• _LISTED RECORDS_

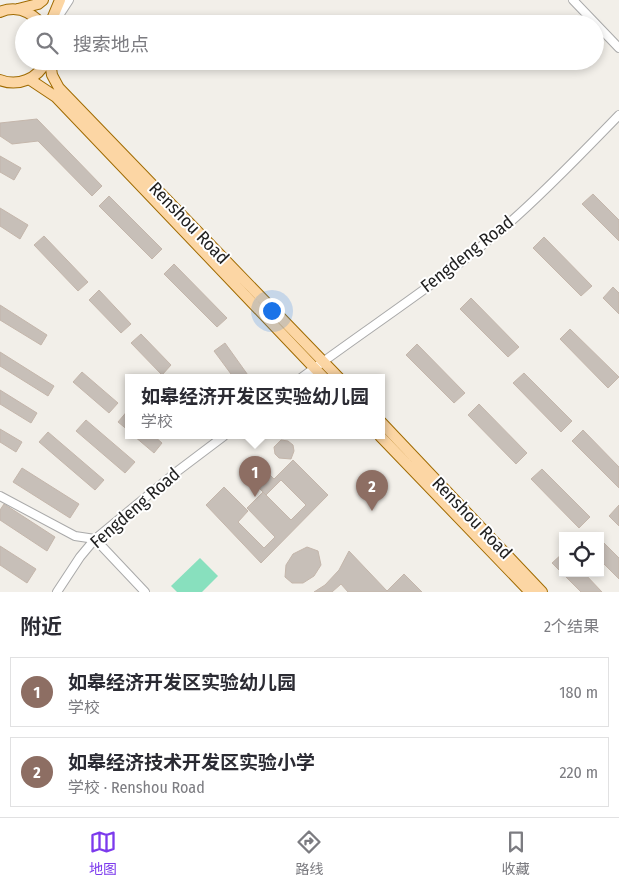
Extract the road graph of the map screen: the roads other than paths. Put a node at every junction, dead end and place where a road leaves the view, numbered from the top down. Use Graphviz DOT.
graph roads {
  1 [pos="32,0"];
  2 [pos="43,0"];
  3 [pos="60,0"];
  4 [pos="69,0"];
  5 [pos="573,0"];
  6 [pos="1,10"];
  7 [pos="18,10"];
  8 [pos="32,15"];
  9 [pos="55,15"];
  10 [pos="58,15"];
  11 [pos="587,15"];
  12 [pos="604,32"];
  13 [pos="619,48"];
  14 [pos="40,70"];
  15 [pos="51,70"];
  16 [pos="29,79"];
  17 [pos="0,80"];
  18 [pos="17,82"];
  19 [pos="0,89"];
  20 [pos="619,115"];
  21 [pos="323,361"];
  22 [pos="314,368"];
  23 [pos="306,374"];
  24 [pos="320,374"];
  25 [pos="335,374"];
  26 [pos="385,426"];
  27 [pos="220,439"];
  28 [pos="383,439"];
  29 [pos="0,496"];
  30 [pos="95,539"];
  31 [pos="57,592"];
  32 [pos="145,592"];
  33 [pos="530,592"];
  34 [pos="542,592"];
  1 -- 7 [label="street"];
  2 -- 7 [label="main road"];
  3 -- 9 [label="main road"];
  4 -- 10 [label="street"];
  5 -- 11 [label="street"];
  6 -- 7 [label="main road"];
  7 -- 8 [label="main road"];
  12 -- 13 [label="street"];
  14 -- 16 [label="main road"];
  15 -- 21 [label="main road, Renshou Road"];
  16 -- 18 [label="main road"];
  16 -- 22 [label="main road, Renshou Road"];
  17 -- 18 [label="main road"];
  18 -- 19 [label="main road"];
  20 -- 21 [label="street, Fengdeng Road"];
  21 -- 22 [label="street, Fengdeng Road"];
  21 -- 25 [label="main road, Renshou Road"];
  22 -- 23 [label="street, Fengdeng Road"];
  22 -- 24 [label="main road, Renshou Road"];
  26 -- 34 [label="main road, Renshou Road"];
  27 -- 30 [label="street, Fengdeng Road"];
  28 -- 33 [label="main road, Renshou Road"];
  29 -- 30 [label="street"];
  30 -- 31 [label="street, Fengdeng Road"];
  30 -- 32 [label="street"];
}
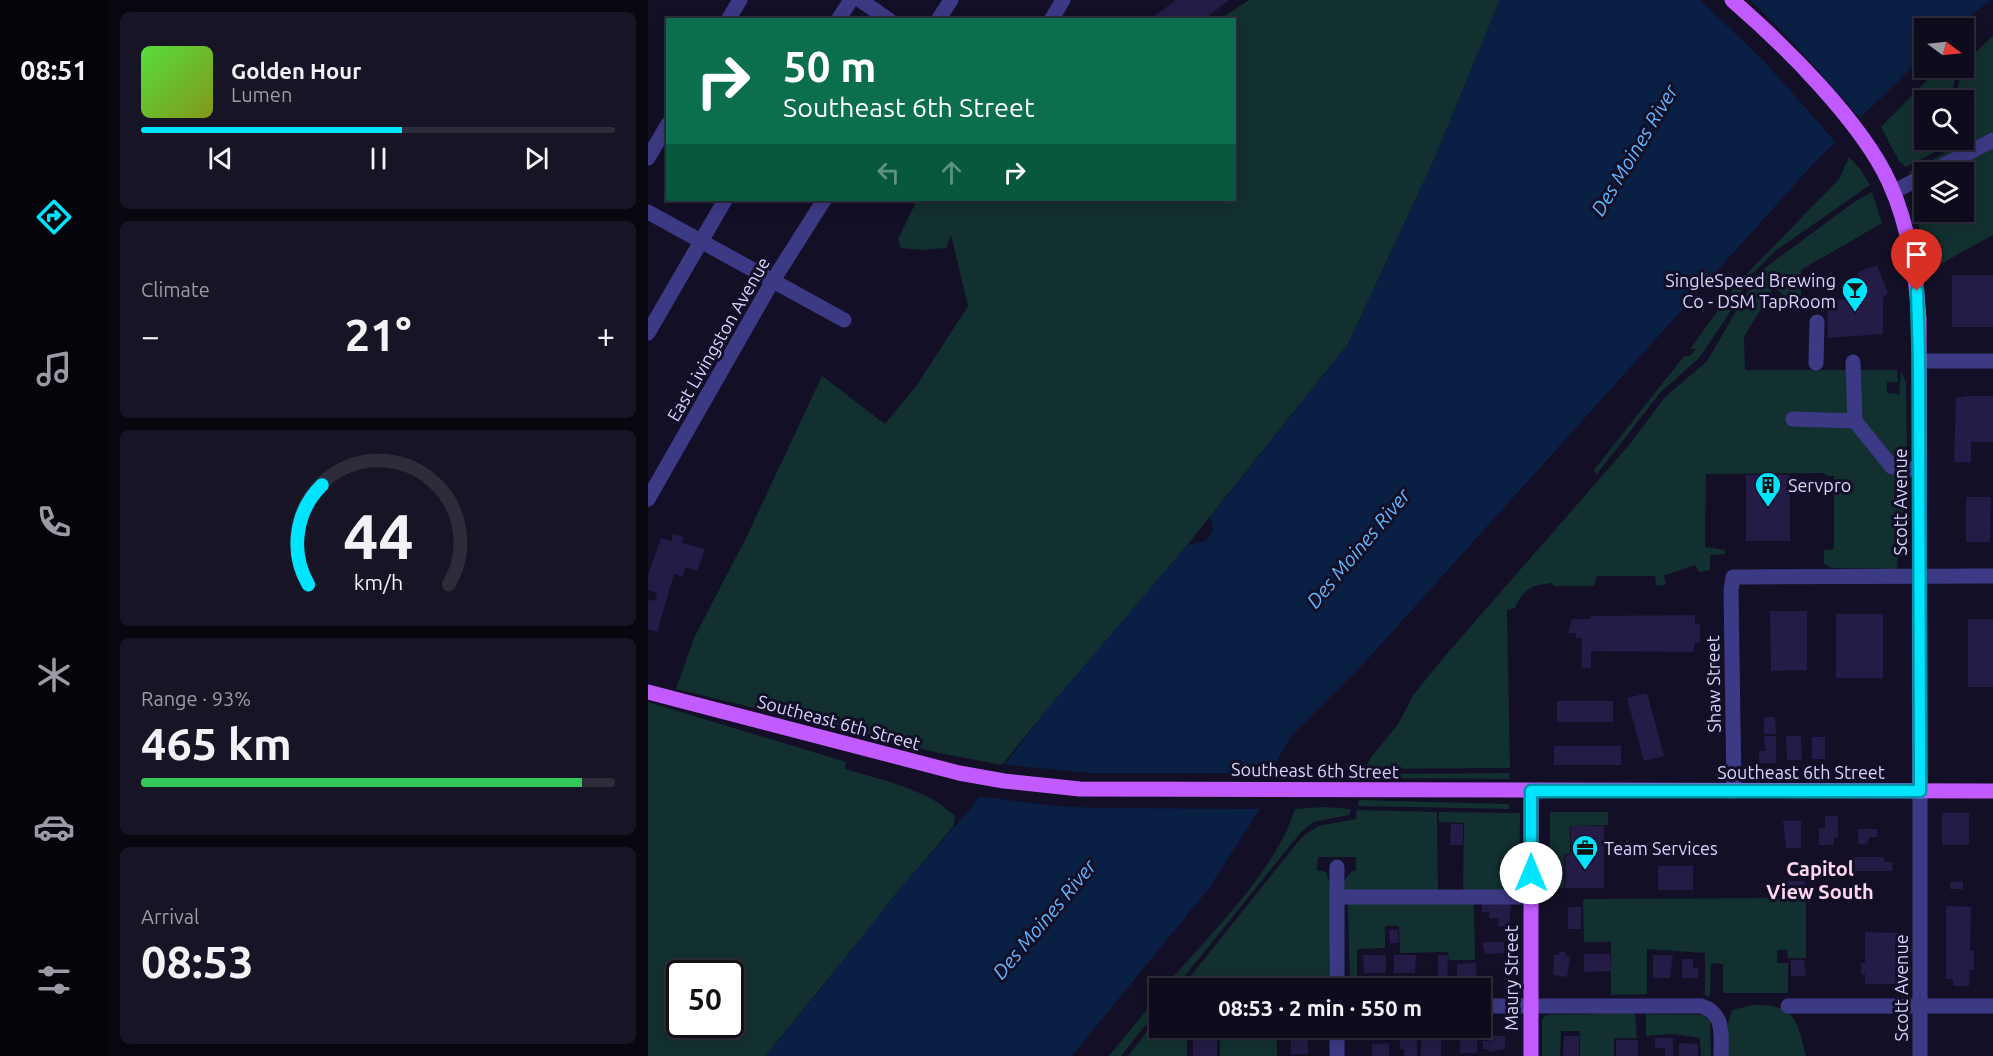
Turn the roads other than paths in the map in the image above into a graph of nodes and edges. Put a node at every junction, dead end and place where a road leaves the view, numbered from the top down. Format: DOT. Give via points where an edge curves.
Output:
...
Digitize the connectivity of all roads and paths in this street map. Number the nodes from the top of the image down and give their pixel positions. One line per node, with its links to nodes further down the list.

• _EXERCISE OBJECTIVE_
Copy each line containing the word "nodes" from the data.

• _WRITTEN ANSWER_
Turn the roads other than paths in the map in the image above into a graph of nodes and edges. Put a node at every junction, dead end and place where a road leaves the view, numbered from the top down. Format: DOT. Give via points where an edge curves.
Digitize the connectivity of all roads and paths in this street map. Number the nodes from the top of the image down and give their pixel positions. One line per node, with its links to nodes further down the list.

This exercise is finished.